Inspired by her year in Turkey, Heather, became a self-defense instructor and had plenty of practice walking to law school every day on the streets of our nation’s capital.  Once she felt empowered to strategically fight back, use her voice, and body language to communicate her strength, her experience of the world shifted to one of safety rather than fear of danger.

She chose Georgetown Law Center because it was the only law school with a clinic where she could learn to draft and pass federal legislation, and so she did, on behalf of people with disabilities.  After lobbying with talking points on Capital Hill, she realized that lawmaking wasn’t based on merit, truth or even common sense, but mostly on wealth, privilege and retaining both.  

In hopes of making a difference without losing her soul, she followed her passion for social justice to finish law school at Boalt Hall, Berkeley, California, where she became a civil rights attorney.  

Under the mentorship of Pamela Price and George Holland, both esteemed African-American litigation attorneys in Oakland.  Although they always won their legal battles, she felt like she was losing the “war.”  

Even if she had the power to put every rapist behind bars, she knew they would be released on good behavior and that society would just produce more.  Although her clients received compensation, she always wondered if being retraumatized by the process itself was really worth it.   

After working 14-hour days 6 days-a-week, she became disillusioned by the injustice of the “justice system” and created her own law firm to empower clients to opt-out of the court system instead.  She thought, “Why play someone else’s game when you can create your own?”  

With $135,000 in student loan debt, she started out alone in a tiny office with no windows and lived on a sailboat for over 10 years in the San Francisco Bay.  

Her favorite case ever involved “disappearing” one of her clients.  A young woman finishing her masters at the University of Berkeley asked me to “disappear” her.  When Heather asked, “why?” the woman explained that her family had immigrated to America from Yemen, and that in her cultural tradition, it is her brother’s job to kill her in the event she “dishonors” the family.  

The woman went on to share that she had fallen in love with a Berkeley student who was not Muslim, that he wanted to marry her, and that she was pregnant with their baby.  The circumstances qualified in her family as a “dishonor.”  

Heather helped her to confidentially change her name so she could courageously establish a new life in a safe environment.  She married, had the baby, and was able to reconnect with her family several months later without event.    

Over 20 years later, Heather continues to transform the practice of law by balancing a traditionally masculine system with feminine wisdom and instead of looking for power outside of herself, she finds it within.  She’s not willing to settle for basic human rights now.  She wants ALL of us to reach our greatest potential — freedom and fulfillment for all. 

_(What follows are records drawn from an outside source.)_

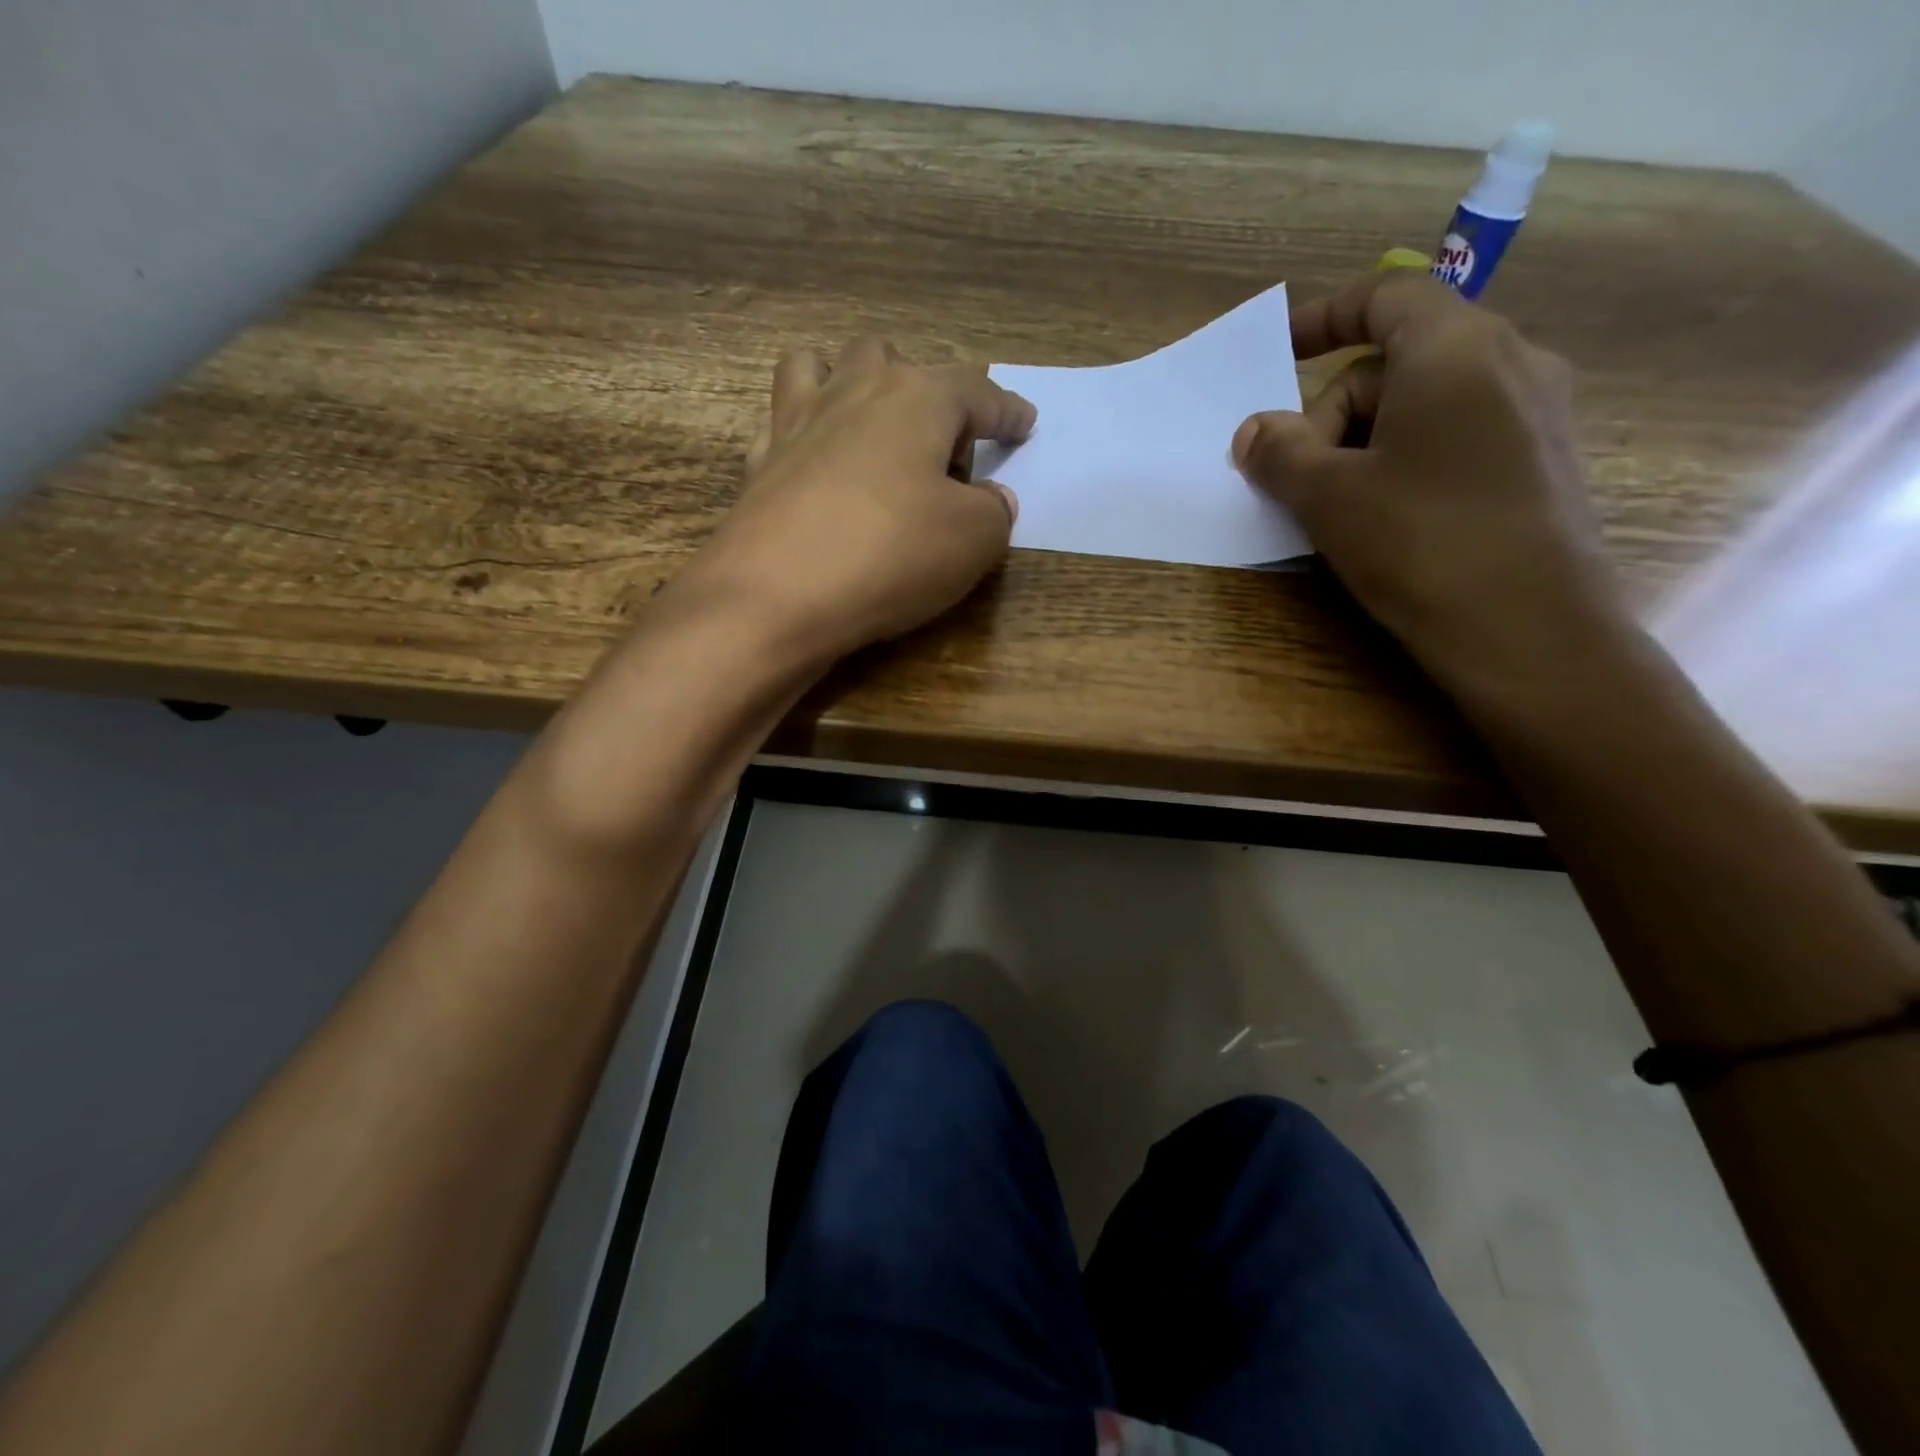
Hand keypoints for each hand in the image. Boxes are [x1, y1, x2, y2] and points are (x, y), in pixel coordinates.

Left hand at [681, 338, 1035, 664]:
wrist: (776, 595)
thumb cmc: (890, 555)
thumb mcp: (973, 540)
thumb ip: (995, 512)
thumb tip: (991, 499)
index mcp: (916, 399)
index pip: (976, 392)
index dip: (1006, 411)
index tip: (1025, 422)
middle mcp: (853, 393)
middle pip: (891, 360)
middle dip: (922, 391)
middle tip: (939, 448)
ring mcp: (796, 424)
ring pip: (819, 367)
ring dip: (848, 382)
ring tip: (866, 423)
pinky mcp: (759, 464)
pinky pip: (782, 425)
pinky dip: (804, 436)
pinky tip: (815, 467)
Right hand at [1232, 272, 1632, 707]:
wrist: (1529, 631)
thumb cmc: (1420, 543)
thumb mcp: (1328, 497)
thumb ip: (1280, 453)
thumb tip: (1251, 431)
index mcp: (1456, 349)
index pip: (1385, 297)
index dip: (1324, 317)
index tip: (1279, 349)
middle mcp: (1509, 361)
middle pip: (1398, 362)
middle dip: (1334, 412)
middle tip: (1298, 478)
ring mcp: (1536, 413)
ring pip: (1427, 403)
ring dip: (1366, 442)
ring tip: (1338, 506)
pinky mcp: (1543, 462)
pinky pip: (1458, 435)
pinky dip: (1407, 459)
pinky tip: (1389, 516)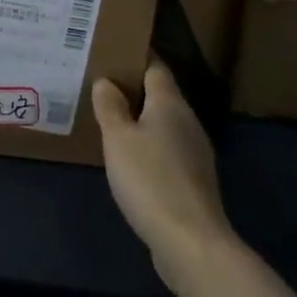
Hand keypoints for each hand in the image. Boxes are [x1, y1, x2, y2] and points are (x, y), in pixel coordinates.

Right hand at [93, 60, 237, 291]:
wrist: (191, 243)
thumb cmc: (149, 178)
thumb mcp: (118, 138)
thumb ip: (110, 106)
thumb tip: (106, 81)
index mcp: (170, 103)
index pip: (154, 67)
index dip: (135, 58)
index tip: (111, 53)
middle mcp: (187, 122)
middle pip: (160, 96)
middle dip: (134, 90)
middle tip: (101, 87)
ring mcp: (195, 154)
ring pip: (164, 125)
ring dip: (140, 122)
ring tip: (110, 122)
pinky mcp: (194, 182)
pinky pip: (167, 152)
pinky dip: (149, 149)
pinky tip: (129, 161)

And just when she thought she was truly free . . . 

She turned fifty-one and had never considered why she didn’t like to go to the doctor and have a pap smear.  She had been in denial since she was five when she had her first vaginal exam.  It was her first time ever to the doctor’s office.  She wondered if maybe he was looking for something with his fingers – maybe her lost coloring crayon?  Nope, no crayon.  No explanation was given.  No consent was requested.  Everyone just acted like it was “normal.”  Maybe it was back then.  We may never know.   

She shared this 46-year-old secret with her new doctor, and they conspired to create a Pap smear party where she could see her cervix in the mirror for the first time, where the nurse could cheer her on, and where they celebrated her informed consent.  

She hopes that one day, all women everywhere can know and expect informed consent to be the norm – a world where everyone feels safe.